» **Work request**:
Search the data below for the string "PARAÍSO". Extract every line that contains it.

= = = = =

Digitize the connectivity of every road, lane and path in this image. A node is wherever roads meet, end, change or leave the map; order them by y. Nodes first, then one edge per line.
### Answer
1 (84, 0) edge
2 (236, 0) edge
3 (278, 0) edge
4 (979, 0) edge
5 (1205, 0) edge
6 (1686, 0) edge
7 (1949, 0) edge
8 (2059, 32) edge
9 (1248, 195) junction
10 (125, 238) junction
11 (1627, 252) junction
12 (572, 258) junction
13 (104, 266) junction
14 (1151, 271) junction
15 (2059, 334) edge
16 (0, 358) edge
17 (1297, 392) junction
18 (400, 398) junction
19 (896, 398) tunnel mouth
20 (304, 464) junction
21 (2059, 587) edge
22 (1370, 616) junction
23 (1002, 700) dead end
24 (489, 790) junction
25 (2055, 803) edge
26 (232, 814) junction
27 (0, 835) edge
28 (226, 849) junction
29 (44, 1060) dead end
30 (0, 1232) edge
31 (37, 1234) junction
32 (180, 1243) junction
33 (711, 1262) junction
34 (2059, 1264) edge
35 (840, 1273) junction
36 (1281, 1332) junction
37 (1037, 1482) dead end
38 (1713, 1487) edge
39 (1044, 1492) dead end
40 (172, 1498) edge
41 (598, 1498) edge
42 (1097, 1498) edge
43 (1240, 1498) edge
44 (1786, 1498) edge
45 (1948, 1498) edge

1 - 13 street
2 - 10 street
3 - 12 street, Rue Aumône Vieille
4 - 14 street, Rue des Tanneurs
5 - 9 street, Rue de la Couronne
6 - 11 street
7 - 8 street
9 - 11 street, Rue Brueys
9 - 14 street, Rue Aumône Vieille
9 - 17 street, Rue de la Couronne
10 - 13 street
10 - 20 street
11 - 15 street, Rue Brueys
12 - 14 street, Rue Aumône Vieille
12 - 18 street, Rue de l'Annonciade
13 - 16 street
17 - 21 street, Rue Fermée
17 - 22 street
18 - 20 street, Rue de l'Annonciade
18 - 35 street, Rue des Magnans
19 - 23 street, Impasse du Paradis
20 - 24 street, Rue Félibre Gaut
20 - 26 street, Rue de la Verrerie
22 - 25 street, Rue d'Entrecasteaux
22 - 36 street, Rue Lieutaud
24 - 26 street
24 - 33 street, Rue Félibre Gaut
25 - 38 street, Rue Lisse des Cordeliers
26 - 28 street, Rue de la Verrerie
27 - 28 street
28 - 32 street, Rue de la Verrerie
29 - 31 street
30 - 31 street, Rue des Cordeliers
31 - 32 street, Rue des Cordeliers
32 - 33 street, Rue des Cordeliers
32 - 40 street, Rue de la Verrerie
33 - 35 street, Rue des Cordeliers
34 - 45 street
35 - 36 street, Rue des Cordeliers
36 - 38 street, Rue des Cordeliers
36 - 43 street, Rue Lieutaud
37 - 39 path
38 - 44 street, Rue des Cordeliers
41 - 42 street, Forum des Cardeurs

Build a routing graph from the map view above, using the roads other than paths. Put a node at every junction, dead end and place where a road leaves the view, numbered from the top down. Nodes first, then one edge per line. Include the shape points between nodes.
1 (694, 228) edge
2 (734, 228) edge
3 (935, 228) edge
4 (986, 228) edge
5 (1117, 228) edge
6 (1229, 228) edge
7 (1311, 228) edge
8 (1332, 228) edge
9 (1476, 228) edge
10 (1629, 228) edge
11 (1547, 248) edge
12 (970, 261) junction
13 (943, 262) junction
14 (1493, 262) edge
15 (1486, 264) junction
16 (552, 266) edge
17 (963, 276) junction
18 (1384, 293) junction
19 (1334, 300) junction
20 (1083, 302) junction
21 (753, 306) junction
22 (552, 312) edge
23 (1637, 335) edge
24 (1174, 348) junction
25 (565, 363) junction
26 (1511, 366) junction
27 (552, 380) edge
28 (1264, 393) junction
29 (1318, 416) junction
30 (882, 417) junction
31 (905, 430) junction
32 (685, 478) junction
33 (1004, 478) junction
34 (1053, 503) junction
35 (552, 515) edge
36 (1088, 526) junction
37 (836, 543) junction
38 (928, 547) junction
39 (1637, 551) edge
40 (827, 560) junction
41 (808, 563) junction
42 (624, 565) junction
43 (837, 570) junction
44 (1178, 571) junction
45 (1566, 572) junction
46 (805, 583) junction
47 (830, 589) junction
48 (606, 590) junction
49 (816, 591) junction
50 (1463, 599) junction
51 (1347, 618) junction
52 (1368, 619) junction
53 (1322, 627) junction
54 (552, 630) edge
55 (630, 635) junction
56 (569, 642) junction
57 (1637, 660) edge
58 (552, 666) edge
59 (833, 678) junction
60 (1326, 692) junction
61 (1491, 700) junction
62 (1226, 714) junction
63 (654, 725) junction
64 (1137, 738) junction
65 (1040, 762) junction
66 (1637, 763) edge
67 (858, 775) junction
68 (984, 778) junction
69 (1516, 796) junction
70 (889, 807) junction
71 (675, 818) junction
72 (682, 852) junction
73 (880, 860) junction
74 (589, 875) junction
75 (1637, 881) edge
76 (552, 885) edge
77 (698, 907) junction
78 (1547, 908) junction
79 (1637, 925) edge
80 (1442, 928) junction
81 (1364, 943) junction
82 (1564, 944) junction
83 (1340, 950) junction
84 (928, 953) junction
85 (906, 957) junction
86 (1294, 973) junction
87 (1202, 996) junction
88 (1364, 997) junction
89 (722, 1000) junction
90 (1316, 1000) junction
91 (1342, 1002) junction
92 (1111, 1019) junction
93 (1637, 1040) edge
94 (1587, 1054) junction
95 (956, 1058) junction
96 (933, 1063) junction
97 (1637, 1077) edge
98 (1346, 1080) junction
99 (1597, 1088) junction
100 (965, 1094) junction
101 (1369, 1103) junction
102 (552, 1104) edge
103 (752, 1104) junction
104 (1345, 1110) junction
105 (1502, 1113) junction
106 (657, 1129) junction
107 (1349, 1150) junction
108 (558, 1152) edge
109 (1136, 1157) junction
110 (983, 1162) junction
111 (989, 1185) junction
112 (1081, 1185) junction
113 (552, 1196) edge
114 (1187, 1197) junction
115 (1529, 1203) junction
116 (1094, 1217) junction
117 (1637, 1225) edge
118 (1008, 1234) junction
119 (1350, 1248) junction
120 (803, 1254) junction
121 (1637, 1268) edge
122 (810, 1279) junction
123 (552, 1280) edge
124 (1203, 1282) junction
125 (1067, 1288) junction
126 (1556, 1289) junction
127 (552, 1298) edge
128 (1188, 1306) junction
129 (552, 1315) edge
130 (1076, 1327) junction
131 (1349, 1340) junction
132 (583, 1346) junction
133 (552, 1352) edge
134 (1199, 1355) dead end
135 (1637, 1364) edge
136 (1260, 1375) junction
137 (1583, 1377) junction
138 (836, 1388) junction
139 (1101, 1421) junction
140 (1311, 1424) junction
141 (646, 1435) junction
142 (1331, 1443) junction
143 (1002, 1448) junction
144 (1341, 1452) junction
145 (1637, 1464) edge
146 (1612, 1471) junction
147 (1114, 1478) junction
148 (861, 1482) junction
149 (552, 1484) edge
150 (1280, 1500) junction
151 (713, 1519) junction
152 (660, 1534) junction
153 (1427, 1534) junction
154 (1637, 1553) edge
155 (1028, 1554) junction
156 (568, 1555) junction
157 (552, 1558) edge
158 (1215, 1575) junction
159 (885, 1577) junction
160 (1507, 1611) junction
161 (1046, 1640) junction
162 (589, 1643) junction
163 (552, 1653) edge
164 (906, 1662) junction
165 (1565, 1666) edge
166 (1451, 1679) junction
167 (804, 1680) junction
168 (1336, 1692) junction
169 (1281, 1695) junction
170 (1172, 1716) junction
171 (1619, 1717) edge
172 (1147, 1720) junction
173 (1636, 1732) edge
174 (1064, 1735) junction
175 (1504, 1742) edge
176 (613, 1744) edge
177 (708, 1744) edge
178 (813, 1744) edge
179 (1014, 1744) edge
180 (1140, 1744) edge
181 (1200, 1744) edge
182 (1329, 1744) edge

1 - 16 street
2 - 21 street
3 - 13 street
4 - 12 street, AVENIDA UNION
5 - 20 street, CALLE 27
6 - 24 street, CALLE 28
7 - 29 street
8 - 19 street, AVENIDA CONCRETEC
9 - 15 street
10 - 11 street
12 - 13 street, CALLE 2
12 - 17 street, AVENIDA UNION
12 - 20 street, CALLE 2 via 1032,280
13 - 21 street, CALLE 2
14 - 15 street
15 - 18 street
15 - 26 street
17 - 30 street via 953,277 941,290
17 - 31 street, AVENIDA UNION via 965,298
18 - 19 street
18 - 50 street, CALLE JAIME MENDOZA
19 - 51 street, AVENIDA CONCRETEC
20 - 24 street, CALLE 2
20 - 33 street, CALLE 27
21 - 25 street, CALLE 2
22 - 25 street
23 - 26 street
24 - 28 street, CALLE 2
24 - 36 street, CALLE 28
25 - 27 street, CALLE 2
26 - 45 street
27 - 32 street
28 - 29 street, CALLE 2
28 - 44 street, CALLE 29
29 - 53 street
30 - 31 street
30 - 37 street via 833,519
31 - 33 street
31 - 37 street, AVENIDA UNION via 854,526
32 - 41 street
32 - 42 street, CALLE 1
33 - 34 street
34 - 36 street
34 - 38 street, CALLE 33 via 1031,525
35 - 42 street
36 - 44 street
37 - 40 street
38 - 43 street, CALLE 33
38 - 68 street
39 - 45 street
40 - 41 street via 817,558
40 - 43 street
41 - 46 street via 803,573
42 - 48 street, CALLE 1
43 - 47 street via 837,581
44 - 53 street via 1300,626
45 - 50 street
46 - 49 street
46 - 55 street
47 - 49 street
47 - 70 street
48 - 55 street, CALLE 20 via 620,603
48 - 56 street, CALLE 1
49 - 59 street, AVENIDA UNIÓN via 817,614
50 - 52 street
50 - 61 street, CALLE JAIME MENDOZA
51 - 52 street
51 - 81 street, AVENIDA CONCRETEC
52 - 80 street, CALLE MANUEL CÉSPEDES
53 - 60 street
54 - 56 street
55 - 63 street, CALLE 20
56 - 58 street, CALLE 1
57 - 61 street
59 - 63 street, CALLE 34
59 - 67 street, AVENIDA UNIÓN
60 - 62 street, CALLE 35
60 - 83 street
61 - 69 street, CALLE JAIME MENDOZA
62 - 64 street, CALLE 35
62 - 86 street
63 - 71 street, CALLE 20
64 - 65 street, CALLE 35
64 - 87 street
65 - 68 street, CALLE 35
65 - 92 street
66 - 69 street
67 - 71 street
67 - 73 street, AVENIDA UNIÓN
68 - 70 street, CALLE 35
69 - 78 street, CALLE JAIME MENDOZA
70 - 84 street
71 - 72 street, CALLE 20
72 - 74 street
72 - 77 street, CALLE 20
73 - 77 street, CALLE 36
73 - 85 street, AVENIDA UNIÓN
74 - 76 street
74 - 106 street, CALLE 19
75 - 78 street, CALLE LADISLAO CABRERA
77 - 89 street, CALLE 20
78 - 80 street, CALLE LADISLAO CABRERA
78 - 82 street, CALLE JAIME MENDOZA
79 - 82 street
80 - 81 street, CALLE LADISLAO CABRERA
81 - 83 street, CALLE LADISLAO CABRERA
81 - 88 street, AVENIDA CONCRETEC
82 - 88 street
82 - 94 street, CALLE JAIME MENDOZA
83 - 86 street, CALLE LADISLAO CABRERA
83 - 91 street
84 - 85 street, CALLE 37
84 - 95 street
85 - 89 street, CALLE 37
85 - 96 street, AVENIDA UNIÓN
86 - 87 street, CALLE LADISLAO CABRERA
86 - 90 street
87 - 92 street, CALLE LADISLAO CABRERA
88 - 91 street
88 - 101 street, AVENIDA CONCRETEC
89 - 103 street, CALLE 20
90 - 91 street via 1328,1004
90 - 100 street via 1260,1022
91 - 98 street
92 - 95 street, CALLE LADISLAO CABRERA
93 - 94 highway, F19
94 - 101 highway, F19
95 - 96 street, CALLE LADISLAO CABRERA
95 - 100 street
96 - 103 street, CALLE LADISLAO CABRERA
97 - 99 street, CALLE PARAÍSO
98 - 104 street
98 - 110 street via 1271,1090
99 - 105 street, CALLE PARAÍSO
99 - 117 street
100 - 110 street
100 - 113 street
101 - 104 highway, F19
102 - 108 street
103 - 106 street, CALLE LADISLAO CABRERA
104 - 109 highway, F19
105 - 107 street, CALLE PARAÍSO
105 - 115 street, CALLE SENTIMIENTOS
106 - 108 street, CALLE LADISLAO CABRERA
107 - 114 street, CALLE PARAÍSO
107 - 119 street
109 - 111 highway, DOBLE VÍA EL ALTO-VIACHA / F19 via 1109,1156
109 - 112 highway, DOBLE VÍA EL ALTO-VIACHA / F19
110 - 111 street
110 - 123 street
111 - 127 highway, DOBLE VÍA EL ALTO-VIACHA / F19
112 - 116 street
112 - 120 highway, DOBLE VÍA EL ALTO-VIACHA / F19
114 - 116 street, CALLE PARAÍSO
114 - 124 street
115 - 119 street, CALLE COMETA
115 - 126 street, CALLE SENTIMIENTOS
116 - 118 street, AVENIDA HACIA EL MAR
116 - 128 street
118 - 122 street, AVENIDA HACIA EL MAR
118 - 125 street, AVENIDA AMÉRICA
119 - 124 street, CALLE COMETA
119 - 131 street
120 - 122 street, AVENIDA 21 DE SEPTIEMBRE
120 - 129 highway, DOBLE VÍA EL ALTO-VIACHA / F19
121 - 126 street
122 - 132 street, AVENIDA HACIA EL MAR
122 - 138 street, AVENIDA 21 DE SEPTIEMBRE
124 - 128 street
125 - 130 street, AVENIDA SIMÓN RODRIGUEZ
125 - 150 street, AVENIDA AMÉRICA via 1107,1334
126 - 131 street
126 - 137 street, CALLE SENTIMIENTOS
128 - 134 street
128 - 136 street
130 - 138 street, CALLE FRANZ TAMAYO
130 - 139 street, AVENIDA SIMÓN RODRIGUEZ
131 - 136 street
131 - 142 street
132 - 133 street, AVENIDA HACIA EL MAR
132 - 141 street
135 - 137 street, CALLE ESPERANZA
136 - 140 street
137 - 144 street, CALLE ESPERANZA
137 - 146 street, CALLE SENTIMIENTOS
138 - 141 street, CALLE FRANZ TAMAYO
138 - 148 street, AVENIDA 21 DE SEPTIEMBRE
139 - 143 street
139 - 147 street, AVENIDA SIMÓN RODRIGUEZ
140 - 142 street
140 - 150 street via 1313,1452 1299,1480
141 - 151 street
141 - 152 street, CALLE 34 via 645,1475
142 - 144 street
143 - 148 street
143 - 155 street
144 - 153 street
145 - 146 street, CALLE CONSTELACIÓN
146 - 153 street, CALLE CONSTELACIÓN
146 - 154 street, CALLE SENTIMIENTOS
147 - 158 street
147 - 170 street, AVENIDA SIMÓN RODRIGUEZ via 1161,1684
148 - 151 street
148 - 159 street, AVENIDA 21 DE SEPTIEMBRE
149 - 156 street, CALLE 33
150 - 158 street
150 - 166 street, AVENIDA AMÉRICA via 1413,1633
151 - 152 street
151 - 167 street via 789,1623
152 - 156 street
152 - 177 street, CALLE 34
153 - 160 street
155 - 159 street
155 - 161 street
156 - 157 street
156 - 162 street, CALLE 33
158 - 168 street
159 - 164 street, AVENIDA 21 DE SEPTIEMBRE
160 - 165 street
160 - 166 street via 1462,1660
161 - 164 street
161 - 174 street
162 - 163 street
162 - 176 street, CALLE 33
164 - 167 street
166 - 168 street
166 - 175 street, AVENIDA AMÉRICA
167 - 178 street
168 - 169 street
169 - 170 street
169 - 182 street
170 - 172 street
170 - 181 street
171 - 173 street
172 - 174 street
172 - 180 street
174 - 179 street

= = = = =

» **Answer space**:
97 - 99 street, CALLE PARAÍSO
99 - 105 street, CALLE PARAÍSO
105 - 107 street, CALLE PARAÍSO
107 - 114 street, CALLE PARAÍSO
114 - 116 street, CALLE PARAÍSO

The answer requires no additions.